Aleatoriamente nos presentaban una asistenta interina que se convertía en el
eje de la existencia familiar (tal ocurría en Brady Bunch, no en nuestra obra,
tenemos suficiente con la suegra). Y luego sus difíciles relaciones con el mundo
exterior. Si lo han entendido, la propuesta viene de antiguo. Antes de los
Brady y de Conochobasta estaba Embrujada y antes Los Picapiedra. La mujer de nuestra
comedia americana (poderosamente interpretada por Marina Seresesky) me recuerda a Wilma Picapiedra e intuyo que el
parecido no es casual porque él tiene mucho que ver con Pedro (genuino
homo-antecésor de nuestro Homer, porque la idea sigue dando palique y lo que te
rondaré…). El resto de referencias a la tele setentera me parece un pelín más
forzada. Pero Lavín no tiene reparos en detener la escena, congelarla apoyado
por un golpe de música, para retratar las situaciones de forzada e innecesaria
tensión. Es su manera de reírse del drama que están sufriendo los personajes. A
mi me divierte porque me vienen a la memoria esas casposísimas y entrañables
series. Los jóvenes lo entienden menos todo.

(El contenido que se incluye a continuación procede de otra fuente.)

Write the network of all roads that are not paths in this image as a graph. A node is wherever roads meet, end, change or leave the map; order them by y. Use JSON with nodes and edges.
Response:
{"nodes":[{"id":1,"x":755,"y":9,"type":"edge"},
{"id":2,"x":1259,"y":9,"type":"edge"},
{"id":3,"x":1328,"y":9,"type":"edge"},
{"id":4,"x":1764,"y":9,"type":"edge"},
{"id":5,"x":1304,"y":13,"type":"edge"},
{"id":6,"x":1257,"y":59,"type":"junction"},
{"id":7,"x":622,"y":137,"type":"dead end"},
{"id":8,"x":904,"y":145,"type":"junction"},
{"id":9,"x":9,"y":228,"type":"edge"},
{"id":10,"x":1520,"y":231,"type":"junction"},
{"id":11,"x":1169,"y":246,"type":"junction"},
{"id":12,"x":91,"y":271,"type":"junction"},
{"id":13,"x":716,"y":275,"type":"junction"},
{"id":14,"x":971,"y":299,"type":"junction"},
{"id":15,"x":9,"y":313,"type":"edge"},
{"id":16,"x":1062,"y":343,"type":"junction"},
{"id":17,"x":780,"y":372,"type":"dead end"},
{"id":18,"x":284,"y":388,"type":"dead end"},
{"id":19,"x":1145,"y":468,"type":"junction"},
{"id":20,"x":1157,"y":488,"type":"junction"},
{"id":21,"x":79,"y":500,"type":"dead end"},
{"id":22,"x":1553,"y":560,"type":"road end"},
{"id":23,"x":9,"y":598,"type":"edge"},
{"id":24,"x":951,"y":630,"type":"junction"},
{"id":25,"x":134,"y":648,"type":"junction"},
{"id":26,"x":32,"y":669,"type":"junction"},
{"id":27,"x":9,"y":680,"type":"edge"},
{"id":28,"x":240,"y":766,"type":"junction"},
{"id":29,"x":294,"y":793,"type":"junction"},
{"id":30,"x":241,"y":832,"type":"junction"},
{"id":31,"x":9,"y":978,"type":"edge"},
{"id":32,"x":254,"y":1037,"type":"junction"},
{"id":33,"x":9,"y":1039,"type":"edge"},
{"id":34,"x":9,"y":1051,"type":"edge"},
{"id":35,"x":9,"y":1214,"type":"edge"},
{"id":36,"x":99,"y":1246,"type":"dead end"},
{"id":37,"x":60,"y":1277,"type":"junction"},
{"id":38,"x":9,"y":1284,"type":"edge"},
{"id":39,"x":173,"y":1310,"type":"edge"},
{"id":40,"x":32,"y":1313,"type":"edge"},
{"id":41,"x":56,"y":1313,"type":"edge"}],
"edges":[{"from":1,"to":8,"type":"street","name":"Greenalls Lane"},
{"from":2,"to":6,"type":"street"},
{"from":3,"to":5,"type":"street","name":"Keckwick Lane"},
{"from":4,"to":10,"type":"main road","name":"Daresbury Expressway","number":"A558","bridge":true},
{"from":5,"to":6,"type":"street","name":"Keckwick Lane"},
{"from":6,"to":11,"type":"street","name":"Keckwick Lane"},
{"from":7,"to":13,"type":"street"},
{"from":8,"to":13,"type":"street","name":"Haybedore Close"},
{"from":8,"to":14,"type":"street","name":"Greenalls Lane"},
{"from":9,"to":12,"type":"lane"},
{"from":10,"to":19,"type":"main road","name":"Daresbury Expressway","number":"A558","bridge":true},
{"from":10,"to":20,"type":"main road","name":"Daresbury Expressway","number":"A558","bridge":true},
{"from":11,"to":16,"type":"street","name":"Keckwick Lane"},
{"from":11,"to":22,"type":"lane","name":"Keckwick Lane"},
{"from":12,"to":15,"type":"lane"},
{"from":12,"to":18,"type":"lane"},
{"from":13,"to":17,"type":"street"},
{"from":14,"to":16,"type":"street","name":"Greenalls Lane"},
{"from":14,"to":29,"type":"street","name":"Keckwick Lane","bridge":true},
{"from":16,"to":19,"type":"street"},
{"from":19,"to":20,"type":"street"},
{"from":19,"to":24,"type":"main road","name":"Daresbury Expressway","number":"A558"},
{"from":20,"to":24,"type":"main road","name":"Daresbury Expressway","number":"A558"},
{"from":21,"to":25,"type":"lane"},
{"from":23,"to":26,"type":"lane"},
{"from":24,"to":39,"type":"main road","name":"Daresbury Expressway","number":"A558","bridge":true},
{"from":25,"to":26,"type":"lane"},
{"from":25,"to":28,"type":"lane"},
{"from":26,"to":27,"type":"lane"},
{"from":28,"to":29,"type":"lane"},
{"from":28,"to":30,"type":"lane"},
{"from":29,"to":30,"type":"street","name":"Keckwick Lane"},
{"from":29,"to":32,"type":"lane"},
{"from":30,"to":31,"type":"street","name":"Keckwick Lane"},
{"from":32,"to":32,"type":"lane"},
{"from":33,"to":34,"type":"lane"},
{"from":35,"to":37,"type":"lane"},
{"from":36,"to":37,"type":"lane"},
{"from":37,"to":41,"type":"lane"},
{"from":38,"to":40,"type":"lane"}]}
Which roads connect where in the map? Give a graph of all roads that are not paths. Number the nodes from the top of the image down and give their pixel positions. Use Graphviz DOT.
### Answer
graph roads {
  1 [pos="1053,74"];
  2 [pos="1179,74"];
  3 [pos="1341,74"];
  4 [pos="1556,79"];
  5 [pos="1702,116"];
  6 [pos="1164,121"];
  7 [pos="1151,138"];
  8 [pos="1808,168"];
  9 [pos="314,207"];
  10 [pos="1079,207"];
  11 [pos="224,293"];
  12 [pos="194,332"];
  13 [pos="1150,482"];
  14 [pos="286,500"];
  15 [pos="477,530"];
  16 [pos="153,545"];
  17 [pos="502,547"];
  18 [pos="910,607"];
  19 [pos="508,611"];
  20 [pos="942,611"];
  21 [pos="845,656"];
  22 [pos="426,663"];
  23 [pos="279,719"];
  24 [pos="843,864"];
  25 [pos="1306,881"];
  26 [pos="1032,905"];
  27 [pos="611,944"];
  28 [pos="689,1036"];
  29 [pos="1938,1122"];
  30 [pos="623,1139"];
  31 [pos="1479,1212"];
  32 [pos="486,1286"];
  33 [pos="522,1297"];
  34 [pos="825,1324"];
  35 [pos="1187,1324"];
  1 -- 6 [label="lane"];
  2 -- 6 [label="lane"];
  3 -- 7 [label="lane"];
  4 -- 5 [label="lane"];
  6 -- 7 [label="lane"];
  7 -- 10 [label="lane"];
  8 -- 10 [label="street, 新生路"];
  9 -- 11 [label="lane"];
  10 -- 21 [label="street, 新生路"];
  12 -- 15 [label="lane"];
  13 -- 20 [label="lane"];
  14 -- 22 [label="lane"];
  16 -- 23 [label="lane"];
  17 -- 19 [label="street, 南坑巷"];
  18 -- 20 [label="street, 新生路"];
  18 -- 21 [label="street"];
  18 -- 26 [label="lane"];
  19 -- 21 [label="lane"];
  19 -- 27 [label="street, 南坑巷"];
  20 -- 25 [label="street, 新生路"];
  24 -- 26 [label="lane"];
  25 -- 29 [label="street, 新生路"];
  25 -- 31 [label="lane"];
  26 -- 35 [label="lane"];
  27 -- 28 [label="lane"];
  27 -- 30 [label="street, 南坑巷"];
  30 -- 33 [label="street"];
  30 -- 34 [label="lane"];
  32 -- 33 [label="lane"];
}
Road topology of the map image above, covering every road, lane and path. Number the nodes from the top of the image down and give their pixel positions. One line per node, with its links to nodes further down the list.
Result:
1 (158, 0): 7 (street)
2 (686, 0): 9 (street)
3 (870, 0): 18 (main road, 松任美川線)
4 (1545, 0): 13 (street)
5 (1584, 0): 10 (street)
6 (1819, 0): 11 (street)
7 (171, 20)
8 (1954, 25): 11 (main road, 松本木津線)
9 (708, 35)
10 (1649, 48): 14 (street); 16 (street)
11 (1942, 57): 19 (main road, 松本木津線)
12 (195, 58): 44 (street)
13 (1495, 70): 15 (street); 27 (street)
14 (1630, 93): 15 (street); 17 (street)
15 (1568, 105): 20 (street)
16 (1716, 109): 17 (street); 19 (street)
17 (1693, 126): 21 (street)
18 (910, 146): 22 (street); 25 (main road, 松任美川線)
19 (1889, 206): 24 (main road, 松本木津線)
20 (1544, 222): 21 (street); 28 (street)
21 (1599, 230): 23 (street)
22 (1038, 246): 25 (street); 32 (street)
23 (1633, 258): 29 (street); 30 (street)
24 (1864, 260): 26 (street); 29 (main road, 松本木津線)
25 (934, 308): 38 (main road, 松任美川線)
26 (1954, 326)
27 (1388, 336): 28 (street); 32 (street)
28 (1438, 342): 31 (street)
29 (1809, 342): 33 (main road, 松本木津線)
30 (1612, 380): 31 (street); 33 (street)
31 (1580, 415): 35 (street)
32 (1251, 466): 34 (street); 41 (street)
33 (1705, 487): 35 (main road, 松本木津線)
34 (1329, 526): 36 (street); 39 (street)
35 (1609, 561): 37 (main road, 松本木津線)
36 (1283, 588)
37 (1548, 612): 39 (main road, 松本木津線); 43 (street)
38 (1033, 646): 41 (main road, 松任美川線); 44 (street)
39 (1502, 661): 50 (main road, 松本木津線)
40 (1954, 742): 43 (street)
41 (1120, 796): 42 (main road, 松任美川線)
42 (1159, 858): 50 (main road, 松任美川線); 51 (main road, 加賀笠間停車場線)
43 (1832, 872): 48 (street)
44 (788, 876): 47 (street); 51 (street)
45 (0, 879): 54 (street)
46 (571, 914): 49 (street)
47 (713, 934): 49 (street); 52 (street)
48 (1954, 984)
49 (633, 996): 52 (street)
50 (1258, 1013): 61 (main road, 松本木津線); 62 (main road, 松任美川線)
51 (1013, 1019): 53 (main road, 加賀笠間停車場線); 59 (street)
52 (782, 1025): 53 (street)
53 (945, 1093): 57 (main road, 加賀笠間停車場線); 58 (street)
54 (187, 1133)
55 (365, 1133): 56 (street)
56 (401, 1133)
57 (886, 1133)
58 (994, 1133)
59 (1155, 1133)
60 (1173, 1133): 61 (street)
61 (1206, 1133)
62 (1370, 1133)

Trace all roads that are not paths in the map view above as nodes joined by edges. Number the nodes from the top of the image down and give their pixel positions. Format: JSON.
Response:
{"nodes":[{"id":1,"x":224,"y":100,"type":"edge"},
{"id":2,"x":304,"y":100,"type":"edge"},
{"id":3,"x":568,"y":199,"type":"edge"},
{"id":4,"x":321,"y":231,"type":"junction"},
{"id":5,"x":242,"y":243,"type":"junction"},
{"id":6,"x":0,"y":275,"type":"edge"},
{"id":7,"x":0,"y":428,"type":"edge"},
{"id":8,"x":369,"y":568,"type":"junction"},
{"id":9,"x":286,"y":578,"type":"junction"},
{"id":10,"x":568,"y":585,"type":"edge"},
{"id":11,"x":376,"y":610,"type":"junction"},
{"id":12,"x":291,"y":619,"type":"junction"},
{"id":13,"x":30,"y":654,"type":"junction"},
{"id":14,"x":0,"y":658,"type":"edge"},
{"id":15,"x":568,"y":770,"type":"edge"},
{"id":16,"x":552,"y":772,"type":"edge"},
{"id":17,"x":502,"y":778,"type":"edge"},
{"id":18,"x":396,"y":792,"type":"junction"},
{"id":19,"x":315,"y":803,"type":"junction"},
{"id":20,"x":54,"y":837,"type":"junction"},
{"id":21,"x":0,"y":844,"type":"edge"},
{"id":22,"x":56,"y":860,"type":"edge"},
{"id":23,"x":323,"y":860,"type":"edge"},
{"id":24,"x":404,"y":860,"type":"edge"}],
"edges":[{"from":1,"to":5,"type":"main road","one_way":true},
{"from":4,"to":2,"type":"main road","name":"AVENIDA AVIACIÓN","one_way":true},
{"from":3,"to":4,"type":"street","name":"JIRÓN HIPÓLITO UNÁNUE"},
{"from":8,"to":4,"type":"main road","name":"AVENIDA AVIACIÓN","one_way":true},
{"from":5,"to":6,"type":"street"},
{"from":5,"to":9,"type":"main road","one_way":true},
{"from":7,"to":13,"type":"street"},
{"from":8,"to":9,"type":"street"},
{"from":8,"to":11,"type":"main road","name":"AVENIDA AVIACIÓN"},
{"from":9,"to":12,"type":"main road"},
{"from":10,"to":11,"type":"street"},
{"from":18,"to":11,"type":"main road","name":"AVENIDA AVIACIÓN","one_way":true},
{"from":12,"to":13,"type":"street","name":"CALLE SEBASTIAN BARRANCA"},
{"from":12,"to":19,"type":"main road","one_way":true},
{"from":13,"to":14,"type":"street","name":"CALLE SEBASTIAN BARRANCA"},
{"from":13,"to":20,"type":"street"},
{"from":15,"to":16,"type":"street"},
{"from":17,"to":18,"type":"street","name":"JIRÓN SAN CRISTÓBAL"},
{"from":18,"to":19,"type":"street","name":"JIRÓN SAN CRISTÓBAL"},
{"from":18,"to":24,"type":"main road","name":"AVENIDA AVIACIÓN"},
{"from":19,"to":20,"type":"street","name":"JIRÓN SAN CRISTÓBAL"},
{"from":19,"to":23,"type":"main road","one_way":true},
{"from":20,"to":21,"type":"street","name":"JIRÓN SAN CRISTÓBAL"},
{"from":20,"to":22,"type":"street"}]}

La obra que se puede ver aún en la Cuarta Pared empieza de forma
casi espectacular. El primer acto, que es la aludida cena, es fascinante. Ritmo
trepidante, salidas de tono desternillantes, giros inesperados. Está tan arriba
que, lamentablemente, el resto decae un poco. Su humor se vuelve un puntito más
escatológico y facilón. Incluso la salida de armario que se dibuja me parece
impostada. Es culpa del texto, porque Lavín hace virguerías con el ritmo. Le
quiere dar un aire tan colorista como apolillado a sus personajes por lo que
atavía a los varones con peluca, patillas y bigote (como los que lucía Neeskens
y el propio Vicente del Bosque en sus años mozos). Y claro, el personaje
principal suda mucho. Tanto que anda quejándose de ello. Pero el actor también.
Y el bigote se va desprendiendo. Y termina siendo más un estorbo que un efecto
pretendido.
En cualquier caso reparé de nuevo en que la risa es sana y abunda en
este espectáculo. Y no hay que sacar más conclusiones. Diviértanse y no traten
de buscar significados o asociaciones perversas.